Ward is a popular name of both Old English origin and Old Gaelic origin. The two names are completely unrelated, with one being ethnically Germanic and the other being ethnically Celtic.
The Old English name derives from an occupational surname for a civil guard/keeper of the watch, or alternately as a topographical surname from the word "werd" ("marsh").
In England, the name dates to before the Norman Conquest/Invasion of 1066. The oldest public record of the surname dates to 1176. A Walter de la Warde was recorded in the 1273 Hundred Rolls of Suffolk and a Robert le Warde was listed in the Oxfordshire Rolls for the same year.
The original coat of arms was born by Sir John Warde of Surrey, at the siege of Calais in 1345. This had the blazon of a blue field charged with a gold cross flory and is one of the most ancient of all arms on record.
The Old Gaelic surname derives from "Mac an Bhaird" ("son of the Bard"), a bard being a storyteller or poet.

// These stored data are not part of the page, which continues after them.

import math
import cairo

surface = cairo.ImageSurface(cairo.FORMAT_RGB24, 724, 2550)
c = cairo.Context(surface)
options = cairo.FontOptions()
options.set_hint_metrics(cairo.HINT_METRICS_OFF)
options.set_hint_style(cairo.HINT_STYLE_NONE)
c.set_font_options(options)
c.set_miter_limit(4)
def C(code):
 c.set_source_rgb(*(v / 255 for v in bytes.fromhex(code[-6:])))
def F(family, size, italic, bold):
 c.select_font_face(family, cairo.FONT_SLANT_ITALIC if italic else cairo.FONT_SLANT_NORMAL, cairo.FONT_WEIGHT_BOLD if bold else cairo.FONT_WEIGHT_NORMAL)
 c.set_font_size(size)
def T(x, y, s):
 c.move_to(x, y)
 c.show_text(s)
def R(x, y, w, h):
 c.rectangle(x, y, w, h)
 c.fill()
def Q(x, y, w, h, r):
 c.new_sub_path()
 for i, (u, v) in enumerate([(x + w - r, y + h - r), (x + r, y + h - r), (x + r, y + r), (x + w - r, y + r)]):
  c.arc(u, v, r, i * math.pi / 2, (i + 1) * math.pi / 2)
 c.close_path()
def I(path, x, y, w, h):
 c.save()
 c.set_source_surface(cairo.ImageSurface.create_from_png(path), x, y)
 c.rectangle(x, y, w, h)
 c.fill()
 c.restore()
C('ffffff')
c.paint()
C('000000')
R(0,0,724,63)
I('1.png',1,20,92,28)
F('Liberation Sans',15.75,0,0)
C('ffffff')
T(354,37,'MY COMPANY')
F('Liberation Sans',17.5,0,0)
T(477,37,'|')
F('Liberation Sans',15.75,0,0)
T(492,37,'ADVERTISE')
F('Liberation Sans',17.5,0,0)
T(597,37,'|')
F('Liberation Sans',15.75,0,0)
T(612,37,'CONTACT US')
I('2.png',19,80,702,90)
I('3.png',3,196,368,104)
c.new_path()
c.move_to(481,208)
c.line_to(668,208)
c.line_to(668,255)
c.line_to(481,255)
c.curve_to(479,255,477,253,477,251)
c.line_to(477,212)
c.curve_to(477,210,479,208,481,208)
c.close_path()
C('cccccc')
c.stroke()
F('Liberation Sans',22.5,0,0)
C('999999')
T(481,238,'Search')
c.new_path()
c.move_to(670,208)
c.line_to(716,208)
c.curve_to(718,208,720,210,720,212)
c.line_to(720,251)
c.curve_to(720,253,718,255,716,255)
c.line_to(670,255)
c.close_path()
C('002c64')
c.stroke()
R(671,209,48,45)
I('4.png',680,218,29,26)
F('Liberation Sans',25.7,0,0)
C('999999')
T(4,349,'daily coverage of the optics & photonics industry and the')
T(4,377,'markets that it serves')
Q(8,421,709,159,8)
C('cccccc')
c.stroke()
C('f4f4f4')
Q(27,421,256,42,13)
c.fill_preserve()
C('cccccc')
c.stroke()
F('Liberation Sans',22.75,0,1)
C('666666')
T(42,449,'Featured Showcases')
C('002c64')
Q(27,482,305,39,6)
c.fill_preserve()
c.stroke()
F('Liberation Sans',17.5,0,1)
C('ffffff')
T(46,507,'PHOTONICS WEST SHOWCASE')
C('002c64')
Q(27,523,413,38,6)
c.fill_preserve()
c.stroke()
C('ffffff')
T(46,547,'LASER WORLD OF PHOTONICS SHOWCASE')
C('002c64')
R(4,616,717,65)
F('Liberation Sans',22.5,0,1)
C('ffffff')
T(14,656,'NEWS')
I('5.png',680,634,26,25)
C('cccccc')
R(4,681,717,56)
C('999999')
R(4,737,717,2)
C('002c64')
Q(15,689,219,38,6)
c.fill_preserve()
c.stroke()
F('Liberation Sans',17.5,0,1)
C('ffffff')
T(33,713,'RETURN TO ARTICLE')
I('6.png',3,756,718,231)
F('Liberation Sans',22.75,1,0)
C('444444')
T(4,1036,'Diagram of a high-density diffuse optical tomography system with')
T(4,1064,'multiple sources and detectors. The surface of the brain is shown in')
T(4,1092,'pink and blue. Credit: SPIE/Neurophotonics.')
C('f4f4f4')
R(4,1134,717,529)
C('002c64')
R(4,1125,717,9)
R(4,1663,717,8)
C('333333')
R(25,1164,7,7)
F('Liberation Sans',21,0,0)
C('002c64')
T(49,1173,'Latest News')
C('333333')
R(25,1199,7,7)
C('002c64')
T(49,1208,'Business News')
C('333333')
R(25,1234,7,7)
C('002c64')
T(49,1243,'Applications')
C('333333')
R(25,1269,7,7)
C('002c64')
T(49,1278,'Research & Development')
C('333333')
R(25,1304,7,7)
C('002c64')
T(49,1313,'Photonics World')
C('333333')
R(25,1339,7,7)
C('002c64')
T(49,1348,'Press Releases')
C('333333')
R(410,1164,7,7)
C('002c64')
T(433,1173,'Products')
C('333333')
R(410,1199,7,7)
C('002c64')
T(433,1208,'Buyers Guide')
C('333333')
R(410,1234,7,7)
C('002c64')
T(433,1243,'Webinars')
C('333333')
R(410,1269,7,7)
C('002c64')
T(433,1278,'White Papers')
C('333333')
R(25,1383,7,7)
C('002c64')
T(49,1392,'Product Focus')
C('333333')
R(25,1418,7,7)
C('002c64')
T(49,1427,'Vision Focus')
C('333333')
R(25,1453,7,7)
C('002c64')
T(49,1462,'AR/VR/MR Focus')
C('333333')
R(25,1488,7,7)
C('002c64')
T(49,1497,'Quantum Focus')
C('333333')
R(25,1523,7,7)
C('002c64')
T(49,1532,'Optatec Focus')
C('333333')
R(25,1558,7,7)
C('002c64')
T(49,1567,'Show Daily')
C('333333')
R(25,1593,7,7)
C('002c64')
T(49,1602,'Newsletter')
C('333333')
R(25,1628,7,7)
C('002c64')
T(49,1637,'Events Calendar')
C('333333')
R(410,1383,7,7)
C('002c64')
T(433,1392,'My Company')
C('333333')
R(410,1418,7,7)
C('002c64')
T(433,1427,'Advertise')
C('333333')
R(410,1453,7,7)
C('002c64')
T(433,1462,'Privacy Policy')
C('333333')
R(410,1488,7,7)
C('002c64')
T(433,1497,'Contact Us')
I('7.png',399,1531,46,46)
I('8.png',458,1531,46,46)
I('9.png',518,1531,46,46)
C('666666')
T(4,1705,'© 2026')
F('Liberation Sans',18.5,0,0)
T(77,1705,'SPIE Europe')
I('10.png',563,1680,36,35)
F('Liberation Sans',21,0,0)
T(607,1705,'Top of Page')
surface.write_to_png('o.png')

In Ireland, Wards are prominent in Galway and Donegal and are said to descend from the earliest Bhaird. The earliest "Macaward" in Ireland appears as bishop of Clonfert, County Galway, in 1179.
In Scotland, a John de Warde was recorded as being a tenant of the Earl of Douglas in 1376.
In the Americas
The Ward surname was one of the first into the new American Colonies. A John Ward of "Elizabeth Cittie, Virginia" was recorded as head of his muster on February 24, 1624.